I want to create a row for every month between two dates, the first day of every month should be the day of the start date or the first day of every month, and the last date should be the last day of every month or the end date, with average (if date start = 15, then the average should be 15/30) for my table.
input :
product_id | date_start | date_end
1 | 16-01-2020 | 15-03-2020
2 | 07-01-2020 | 22-04-2020
The result should be :
product_id | date_start | date_end | average
1 | 16-01-2020 | 31-01-2020 | 0.5
1 | 01-02-2020 | 29-02-2020 | 1
1 | 01-03-2020 | 15-03-2020 | 0.5
2 | 07-01-2020 | 31-01-2020 | 0.76 -- (30-07)/30
2 | 01-02-2020 | 29-02-2020 | 1
2 | 01-03-2020 | 31-03-2020 | 1
2 | 01-04-2020 | 22-04-2020 | 0.76
I tried using generate series and date trunc and union
SELECT (date_trunc('month', dt) + INTERVAL '1 MONTH' ):: DATE AS date_start ,
(date_trunc('month', dt) + INTERVAL '2 MONTH - 1 day' ):: DATE AS date_end
FROM generate_series( DATE '2020-01-15', DATE '2020-05-21', interval '1 MONTH' ) AS dt
union select '2020-01-15' as date_start,
(date_trunc('month', '2020-01-15'::date) + INTERVAL '1 MONTH - 1 day' ):: DATE AS date_end
union select (date_trunc('month', '2020-05-21'::date) ):: DATE AS date_start ,
'2020-05-21' AS date_end
order by date_start
To adding average I calculate the difference between two dates
SELECT (date_trunc('month', dt) + INTERVAL '1 MONTH' ):: DATE AS date_start ,
(date_trunc('month', dt) + INTERVAL '2 MONTH - 1 day' ):: DATE AS date_end,
((date_trunc('month', dt) + INTERVAL '2 MONTH - 1 day' ) - (date_trunc('month', dt) + INTERVAL '1 MONTH' ):: DATE )

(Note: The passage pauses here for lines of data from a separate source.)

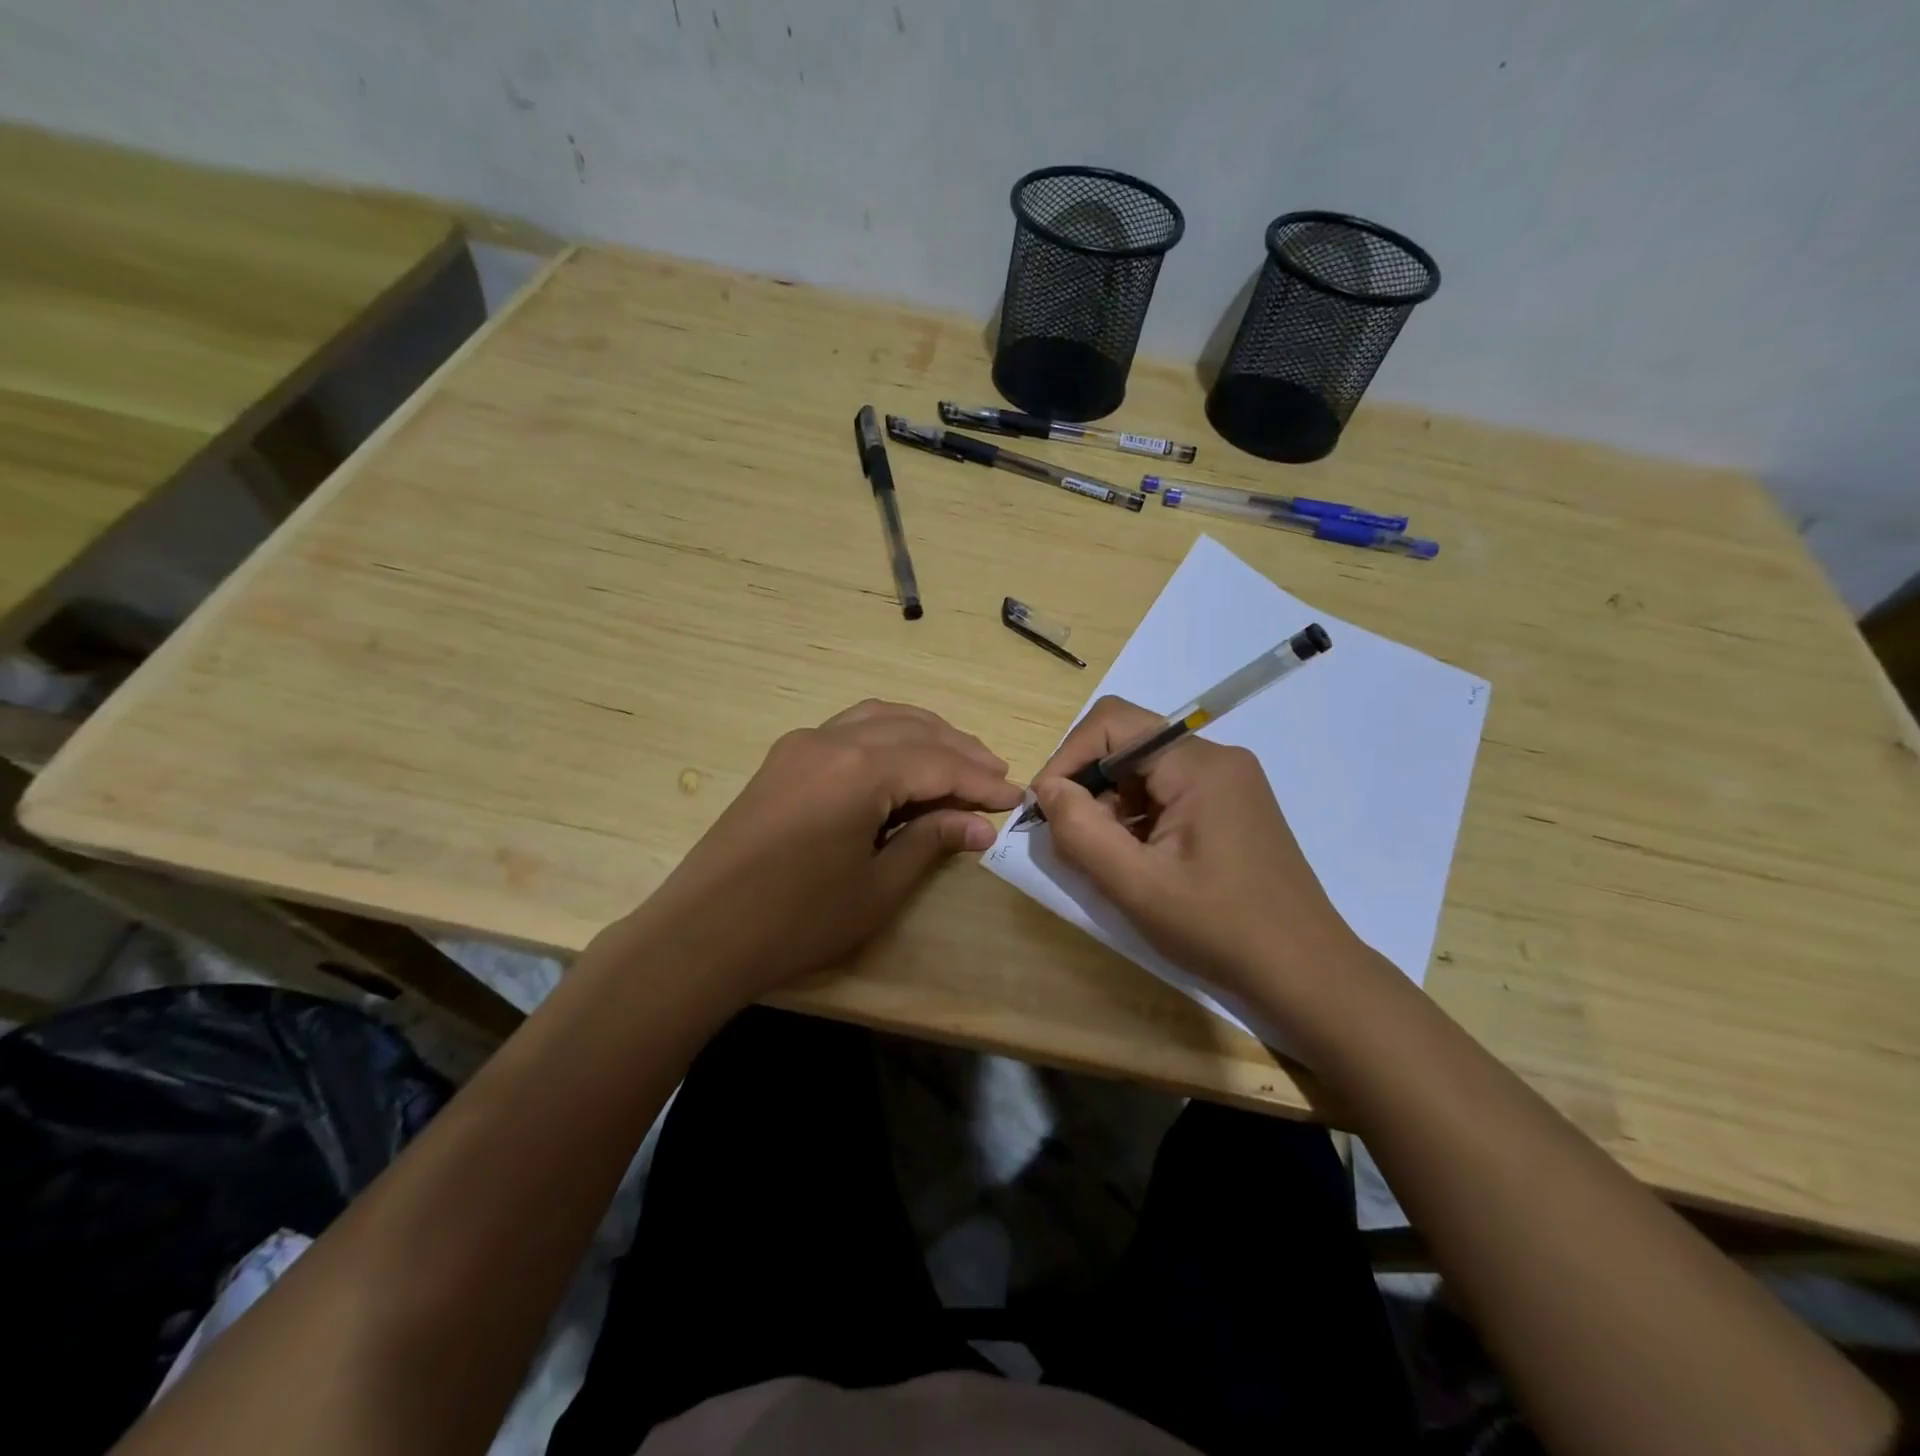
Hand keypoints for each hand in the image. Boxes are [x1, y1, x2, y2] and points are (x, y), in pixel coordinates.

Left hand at [632, 700, 1021, 1002]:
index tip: (1015, 798)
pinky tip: (901, 760)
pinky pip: (849, 728)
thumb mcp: (877, 888)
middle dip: (960, 750)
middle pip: (913, 730)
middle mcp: (832, 740)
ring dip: (924, 734)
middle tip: (995, 776)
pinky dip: (887, 734)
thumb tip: (980, 826)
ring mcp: (802, 744)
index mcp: (860, 769)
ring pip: (879, 717)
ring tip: (958, 760)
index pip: (939, 763)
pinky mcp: (783, 758)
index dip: (981, 781)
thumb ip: (931, 843)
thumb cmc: (797, 920)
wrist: (701, 933)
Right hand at [1031, 695, 1365, 1016]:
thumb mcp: (1136, 885)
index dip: (1069, 756)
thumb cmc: (1219, 928)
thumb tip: (1046, 788)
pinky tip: (1139, 863)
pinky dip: (1139, 820)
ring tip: (1108, 860)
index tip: (1046, 806)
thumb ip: (1081, 830)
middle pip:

FROM generate_series( DATE '2020-01-15', DATE '2020-05-21', interval '1 MONTH' ) AS dt
with this it seemed like I was hit a wall.
The following gives approximately the same result as you desired, only averages deviates. I believe this stems from an inconsistency in the your calculations where the dates are inclusive in some and excludes either start or end date in others, I was inclusive in all. The other area of difference being I used the actual number of days in the month for denominator calculating it instead of 30. This is necessary for Feb to ever have average 1, otherwise max would be 0.97, and full months having 31 days would average 1.03.
with product_dates(product_id, date_start, date_end) as
( values (1,'2020-01-16'::date,'2020-03-15'::date)
, (2,'2020-01-07'::date,'2020-04-22'::date)
)
select product_id, start_date, end_date, round((end_date-start_date+1 ) * 1.0 / (eom-som+1),2) average
from (select product_id
, greatest(date_start,dt::date) start_date
, least(date_end, (dt+interval '1 month' -interval '1 day')::date) end_date
, dt::date som
, (dt+interval '1 month' -interval '1 day')::date eom
from product_dates
cross join generate_series(date_trunc('month', date_start)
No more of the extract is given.